_AIM OF THE EXERCISE_. Compute how many lines in the entries below include the string "pixels". Only the number is wanted.

_DATA_.

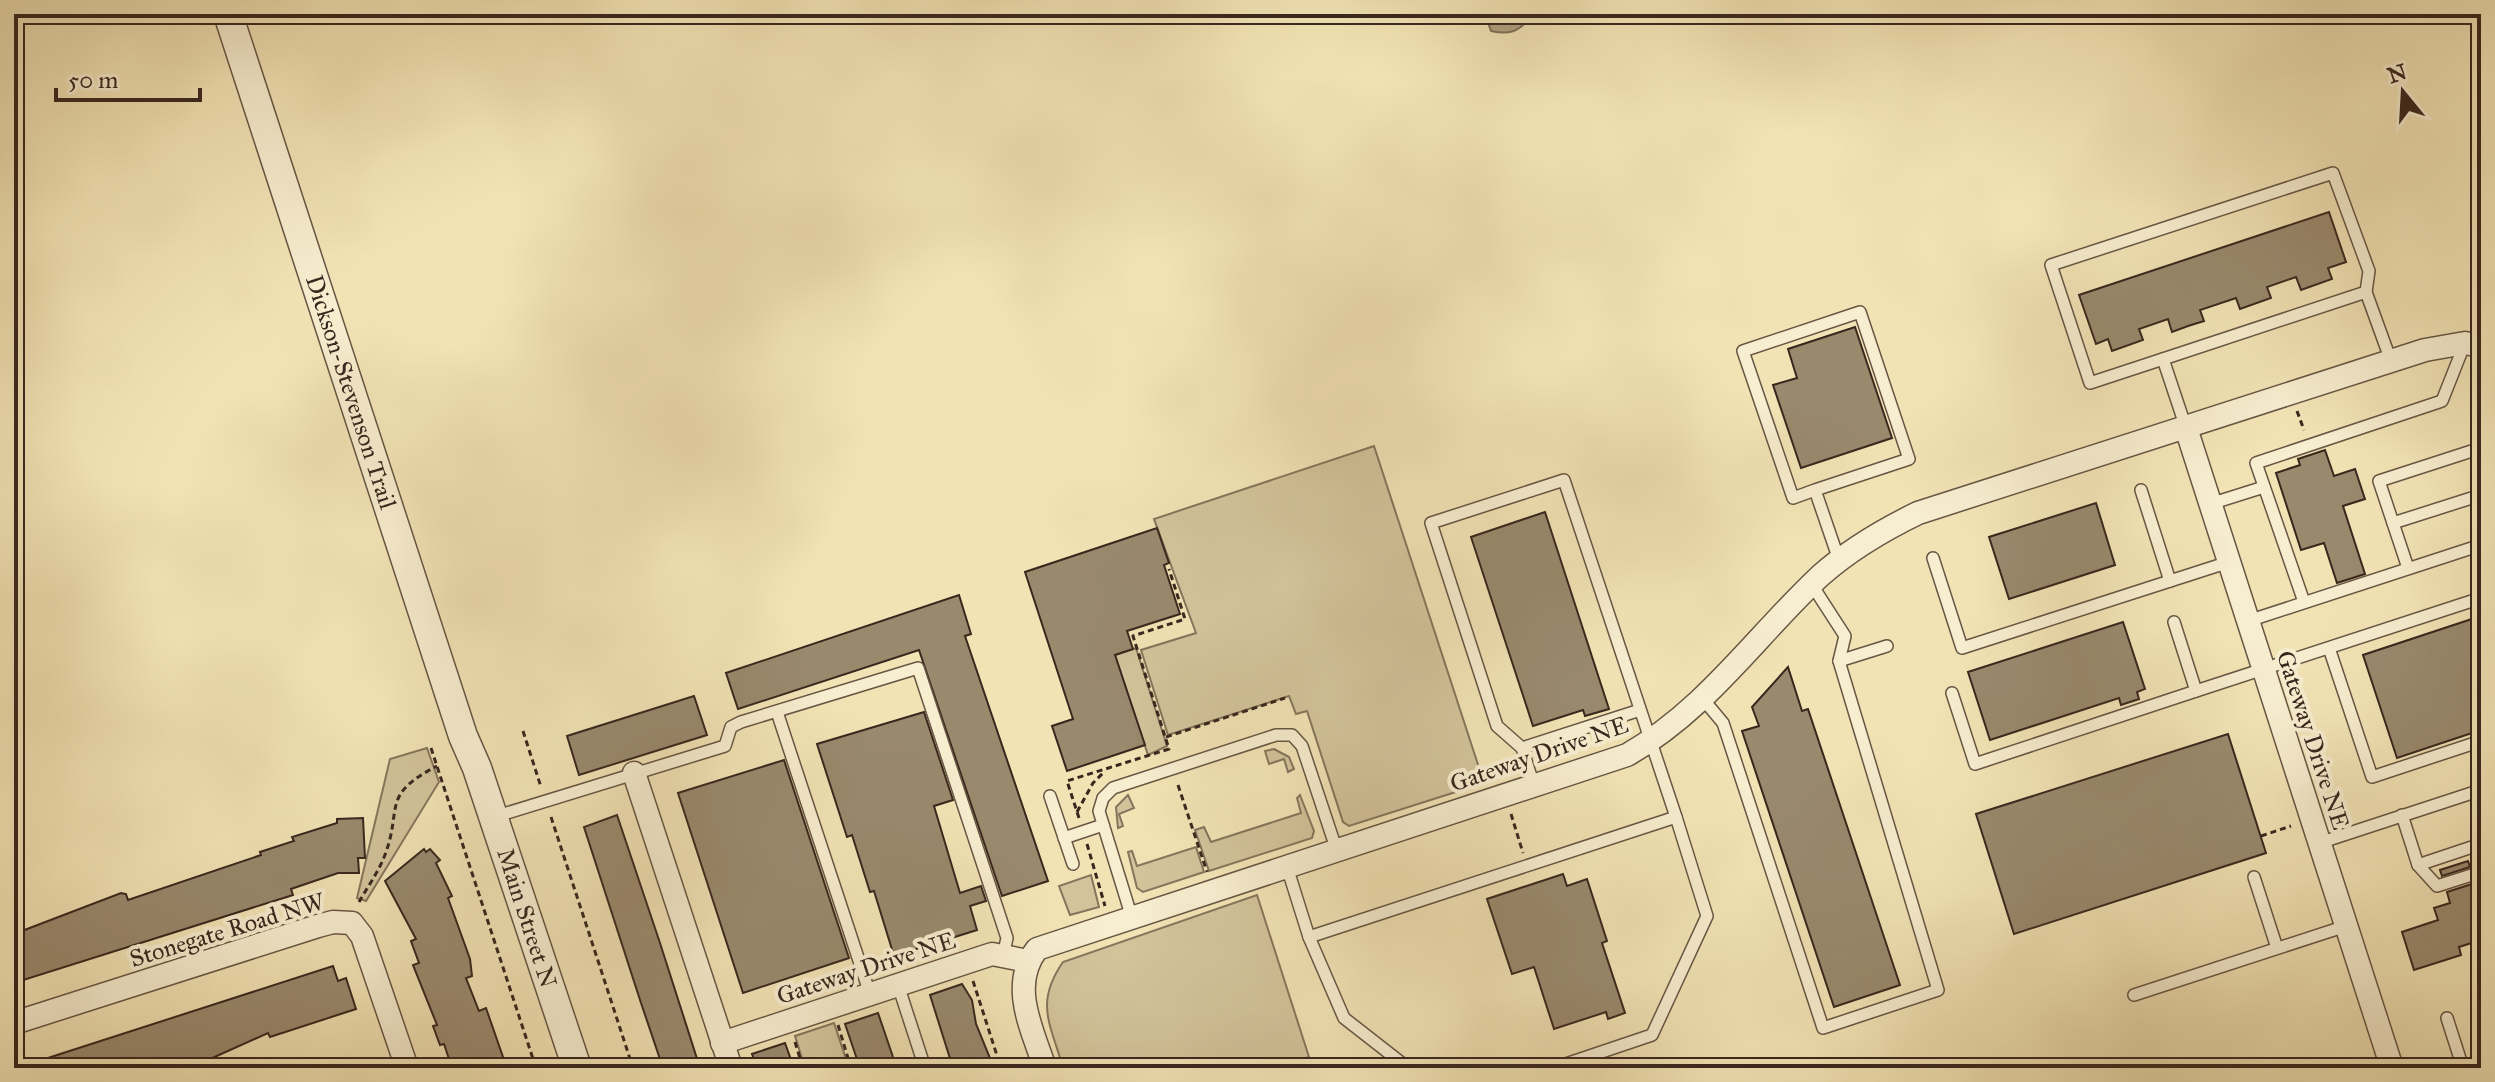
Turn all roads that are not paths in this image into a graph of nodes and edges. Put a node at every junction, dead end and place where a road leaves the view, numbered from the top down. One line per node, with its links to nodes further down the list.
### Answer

...

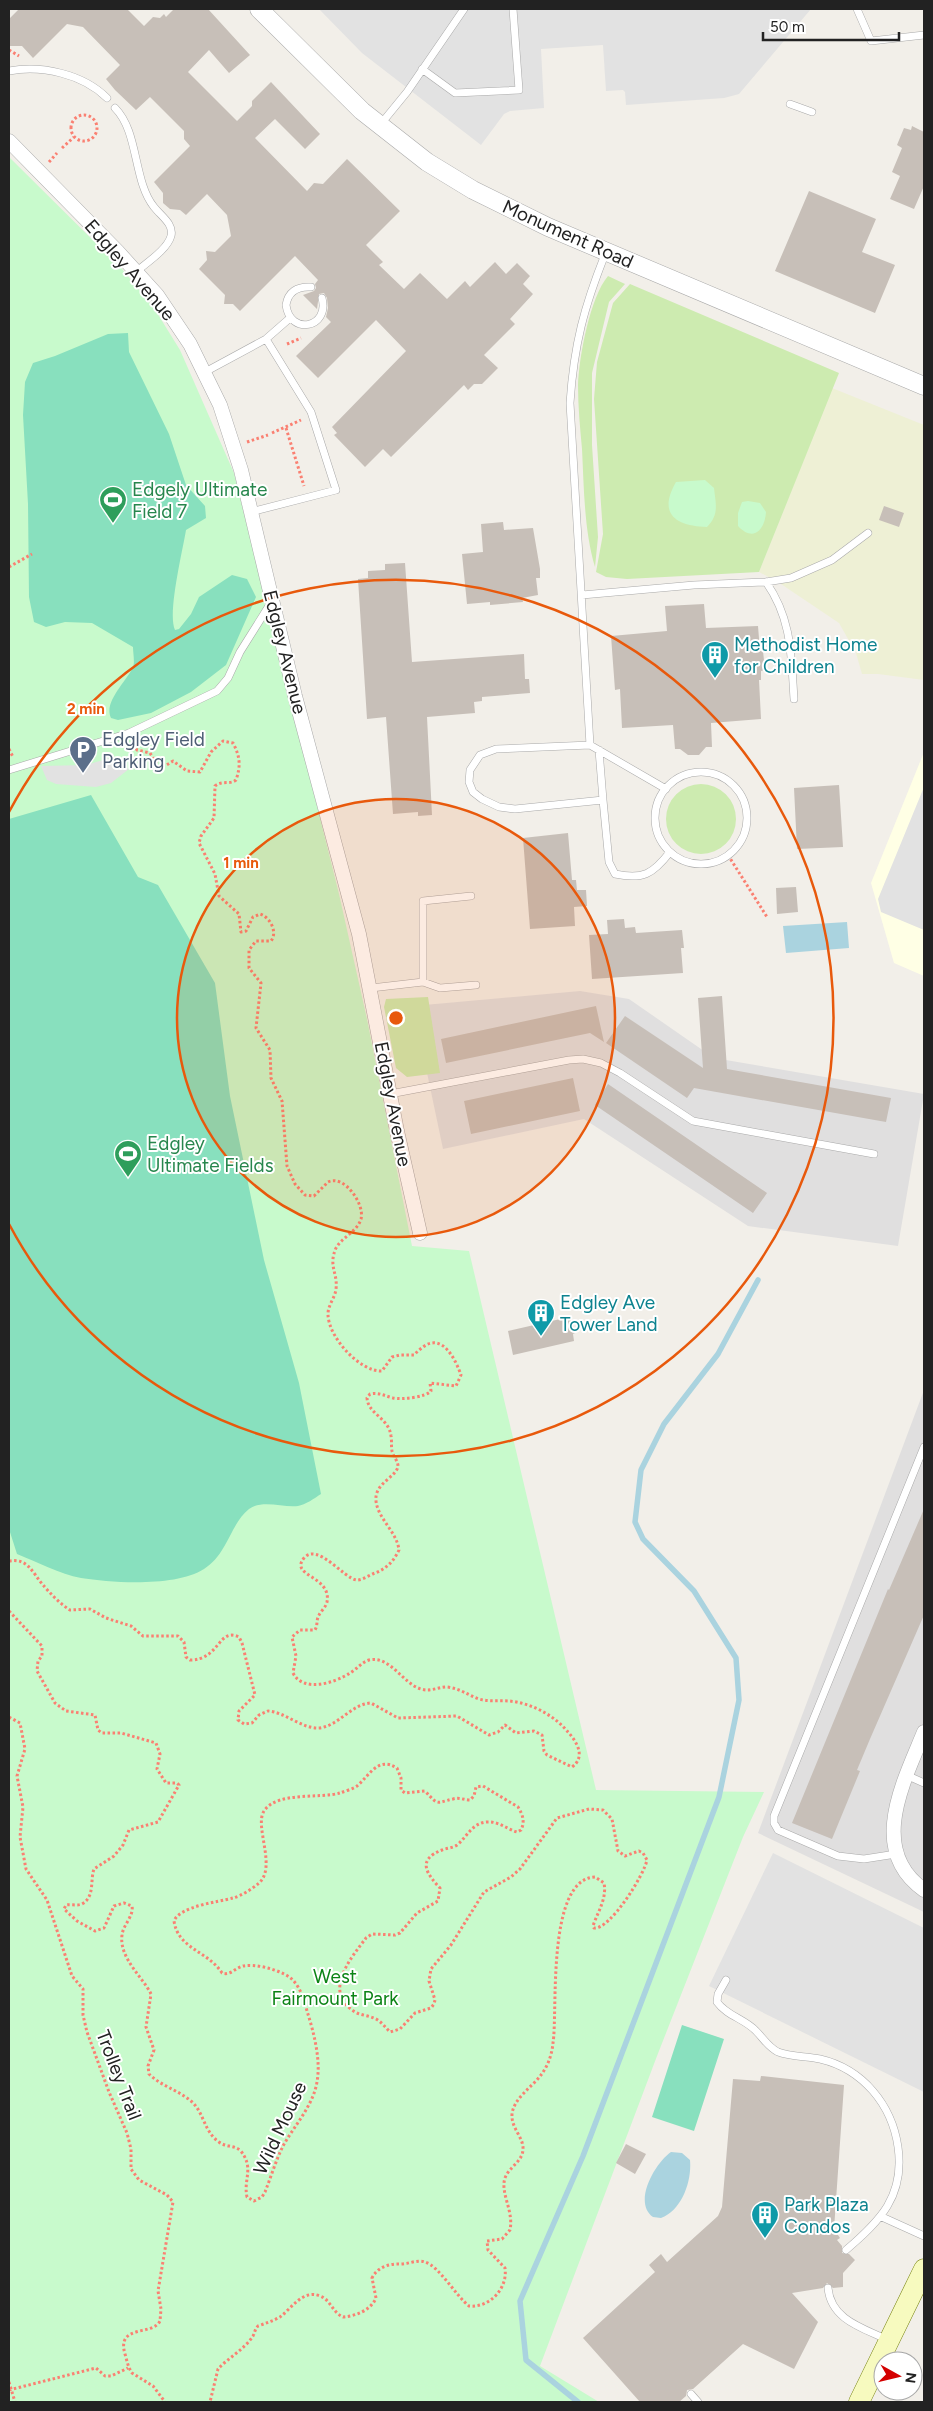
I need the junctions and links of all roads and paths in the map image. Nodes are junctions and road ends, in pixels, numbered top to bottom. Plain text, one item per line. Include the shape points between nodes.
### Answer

==

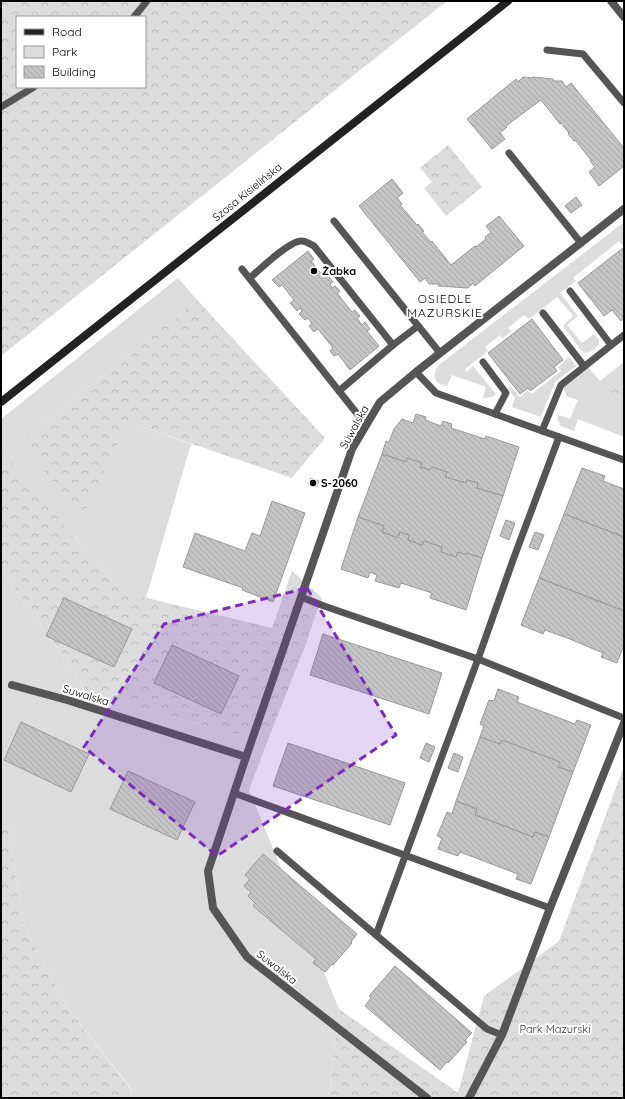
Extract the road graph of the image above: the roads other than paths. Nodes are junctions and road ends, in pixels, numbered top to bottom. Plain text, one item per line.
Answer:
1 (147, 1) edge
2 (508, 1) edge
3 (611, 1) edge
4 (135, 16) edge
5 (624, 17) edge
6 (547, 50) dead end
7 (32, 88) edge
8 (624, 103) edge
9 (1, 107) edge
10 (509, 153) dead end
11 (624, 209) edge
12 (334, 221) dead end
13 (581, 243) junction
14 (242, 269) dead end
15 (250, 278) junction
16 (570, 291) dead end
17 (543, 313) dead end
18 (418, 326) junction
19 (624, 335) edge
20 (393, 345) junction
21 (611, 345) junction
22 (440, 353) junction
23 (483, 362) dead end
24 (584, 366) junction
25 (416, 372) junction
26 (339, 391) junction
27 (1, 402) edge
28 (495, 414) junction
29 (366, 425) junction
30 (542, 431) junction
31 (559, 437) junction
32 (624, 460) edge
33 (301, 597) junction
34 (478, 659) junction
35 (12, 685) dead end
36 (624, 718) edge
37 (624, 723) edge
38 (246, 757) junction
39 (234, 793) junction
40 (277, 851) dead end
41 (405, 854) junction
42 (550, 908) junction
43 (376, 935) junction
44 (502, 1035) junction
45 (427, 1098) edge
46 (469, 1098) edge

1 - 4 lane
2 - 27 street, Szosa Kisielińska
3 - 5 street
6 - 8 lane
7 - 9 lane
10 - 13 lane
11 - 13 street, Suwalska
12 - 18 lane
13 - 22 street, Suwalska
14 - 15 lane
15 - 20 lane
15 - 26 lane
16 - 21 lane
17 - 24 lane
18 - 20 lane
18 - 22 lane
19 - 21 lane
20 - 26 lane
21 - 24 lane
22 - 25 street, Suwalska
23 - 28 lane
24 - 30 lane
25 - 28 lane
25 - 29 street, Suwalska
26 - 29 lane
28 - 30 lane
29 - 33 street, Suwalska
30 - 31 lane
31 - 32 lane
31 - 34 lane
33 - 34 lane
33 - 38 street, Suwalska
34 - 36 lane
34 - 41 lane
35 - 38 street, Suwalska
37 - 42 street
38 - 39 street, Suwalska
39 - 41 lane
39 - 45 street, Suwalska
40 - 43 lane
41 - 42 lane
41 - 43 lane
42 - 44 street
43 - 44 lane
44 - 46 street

_SOLUTION FOR THIS TASK_. 2